▸ **What you need to do**
Write down the whole listing below again without changing a word.

▸ **Recorded information**
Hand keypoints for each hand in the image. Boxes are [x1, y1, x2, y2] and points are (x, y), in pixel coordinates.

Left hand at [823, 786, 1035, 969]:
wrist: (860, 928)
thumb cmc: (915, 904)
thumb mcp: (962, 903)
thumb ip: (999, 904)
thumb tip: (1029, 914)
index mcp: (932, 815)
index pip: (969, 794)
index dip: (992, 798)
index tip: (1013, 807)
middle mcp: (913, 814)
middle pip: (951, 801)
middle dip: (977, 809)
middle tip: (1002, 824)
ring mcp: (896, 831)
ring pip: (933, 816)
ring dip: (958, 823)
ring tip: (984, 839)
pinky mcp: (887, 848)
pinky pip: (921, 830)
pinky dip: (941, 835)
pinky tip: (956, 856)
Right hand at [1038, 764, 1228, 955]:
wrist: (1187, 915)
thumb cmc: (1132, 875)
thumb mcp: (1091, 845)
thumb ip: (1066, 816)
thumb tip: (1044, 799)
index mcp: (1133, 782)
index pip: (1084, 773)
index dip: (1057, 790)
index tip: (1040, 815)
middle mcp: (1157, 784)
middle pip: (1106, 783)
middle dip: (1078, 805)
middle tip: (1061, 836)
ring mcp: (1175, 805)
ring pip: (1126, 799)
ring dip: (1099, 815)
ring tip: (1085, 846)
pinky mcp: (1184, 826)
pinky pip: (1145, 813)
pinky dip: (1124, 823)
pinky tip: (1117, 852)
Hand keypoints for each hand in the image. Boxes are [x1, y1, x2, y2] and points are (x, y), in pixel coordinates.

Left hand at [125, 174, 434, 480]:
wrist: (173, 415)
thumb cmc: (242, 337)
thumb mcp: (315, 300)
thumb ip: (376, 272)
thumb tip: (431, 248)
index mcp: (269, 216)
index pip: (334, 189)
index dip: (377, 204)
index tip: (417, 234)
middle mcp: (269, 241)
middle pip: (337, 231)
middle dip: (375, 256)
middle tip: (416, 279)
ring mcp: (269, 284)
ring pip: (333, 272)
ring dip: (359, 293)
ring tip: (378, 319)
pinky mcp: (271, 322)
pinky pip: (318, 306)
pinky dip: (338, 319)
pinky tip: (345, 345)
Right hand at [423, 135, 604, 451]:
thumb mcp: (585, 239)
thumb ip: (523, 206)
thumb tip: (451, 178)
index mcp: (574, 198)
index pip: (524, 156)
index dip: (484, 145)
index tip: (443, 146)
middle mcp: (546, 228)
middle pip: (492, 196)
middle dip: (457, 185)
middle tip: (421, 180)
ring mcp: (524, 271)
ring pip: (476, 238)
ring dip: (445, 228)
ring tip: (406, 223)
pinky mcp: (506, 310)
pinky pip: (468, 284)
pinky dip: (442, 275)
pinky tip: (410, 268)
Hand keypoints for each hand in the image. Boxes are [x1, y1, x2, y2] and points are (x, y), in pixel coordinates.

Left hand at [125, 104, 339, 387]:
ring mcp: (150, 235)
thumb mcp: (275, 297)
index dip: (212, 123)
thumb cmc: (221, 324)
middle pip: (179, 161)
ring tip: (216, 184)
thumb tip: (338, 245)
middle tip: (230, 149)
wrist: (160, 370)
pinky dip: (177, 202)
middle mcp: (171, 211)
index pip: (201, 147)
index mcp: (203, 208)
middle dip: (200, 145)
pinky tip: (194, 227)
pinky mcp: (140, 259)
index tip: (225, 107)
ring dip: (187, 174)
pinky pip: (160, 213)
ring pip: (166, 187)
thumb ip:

▸ **Exercise result**
Hand keypoints for each hand in the image. Boxes are [x1, y1, x2, y2] and points are (x, y), in pixel coordinates.

Left hand at [823, 786, 1035, 969]:
wrist: (860, 928)
thumb cmc: (915, 904)
thumb mcp: (962, 903)
thumb ip: (999, 904)
thumb tip: (1029, 914)
index mcp: (932, 815)
index pip: (969, 794)
index dip: (992, 798)
index tip: (1013, 807)
middle mcp: (913, 814)
middle pip: (951, 801)
middle dip: (977, 809)
middle tip: (1002, 824)
ring mcp: (896, 831)
ring pip: (933, 816)
ring dip: (958, 823)
ring tip: (984, 839)
pinky mcp: (887, 848)
pinky pip: (921, 830)
pinky dip: (941, 835)
pinky tip: (956, 856)
Right hand at [1038, 764, 1228, 955]:
wrist: (1187, 915)
thumb cmc: (1132, 875)
thumb mcp: (1091, 845)
thumb ip: (1066, 816)
thumb tip: (1044, 799)
index mcp: (1133, 782)
index pip: (1084, 773)
index dip: (1057, 790)
index tip: (1040, 815)
middle mcp: (1157, 784)
middle pip: (1106, 783)
middle dip: (1078, 805)
middle tip: (1061, 836)
ring mcp: (1175, 805)
ring pip: (1126, 799)
ring dip: (1099, 815)
ring tip: (1085, 846)
pinky mcp: (1184, 826)
pinky pip: (1145, 813)
pinky dip: (1124, 823)
pinky tip: (1117, 852)
Hand keypoints for each hand in the image. Boxes are [x1, y1, x2, y2] and points are (x, y), in pixel coordinates.

Left hand at [125, 174, 434, 480]:
wrist: (173, 415)
thumb cmc: (242, 337)
thumb mcp: (315, 300)
thumb ip: (376, 272)
thumb tip: (431, 248)
index mcp: (269, 216)
index pip: (334, 189)
index dip: (377, 204)
index tip: (417, 234)
middle mcp: (269, 241)
middle pip: (337, 231)
middle dip: (375, 256)
middle tip: (416, 279)
ring mcp: (269, 284)
ring pip: (333, 272)
ring dip: (359, 293)
ring tip: (378, 319)
pinky mcp: (271, 322)
pinky pip: (318, 306)
pinky dip: (338, 319)
pinky tip: (345, 345)
Right hand at [423, 135, 604, 451]:
thumb mcp: (585, 239)
thumb ip: (523, 206)
thumb tip: (451, 178)
index mcp: (574, 198)
index pip: (524, 156)
index dip: (484, 145)
index tip: (443, 146)
middle mcp: (546, 228)
middle pip: (492, 196)
middle dip: (457, 185)
middle tip: (421, 180)
ring mcp: (524, 271)
ring pip: (476, 238)
ring dip: (445, 228)
ring tip: (406, 223)
pinky mcp: (506, 310)
pinky pip: (468, 284)
pinky dip: (442, 275)
pinky tip: (410, 268)
Hand keypoints for each hand in the image. Boxes are [x1, y1, x2, y2] and points are (x, y), in pixel coordinates.

Left hand at [125, 104, 339, 387]:
ring mcp: (150, 235)
thumb mcp: (275, 297)
index dip: (212, 123)
thumb cmc: (221, 324)
middle pip: (179, 161)
ring tip: (216, 184)
thumb tip: (338, 245)
middle tip: (230, 149)
wrist: (160, 370)
pinky dip: (177, 202)
middle mcp: (171, 211)
index pip: (201, 147)
index mcp: (203, 208)
middle dip: (200, 145)
pinky tip: (194, 227)
pinky mcp: (140, 259)
index tip: (225, 107)
ring dip: (187, 174)
pinky pip: (160, 213)
ring pip: (166, 187)
thumb ip:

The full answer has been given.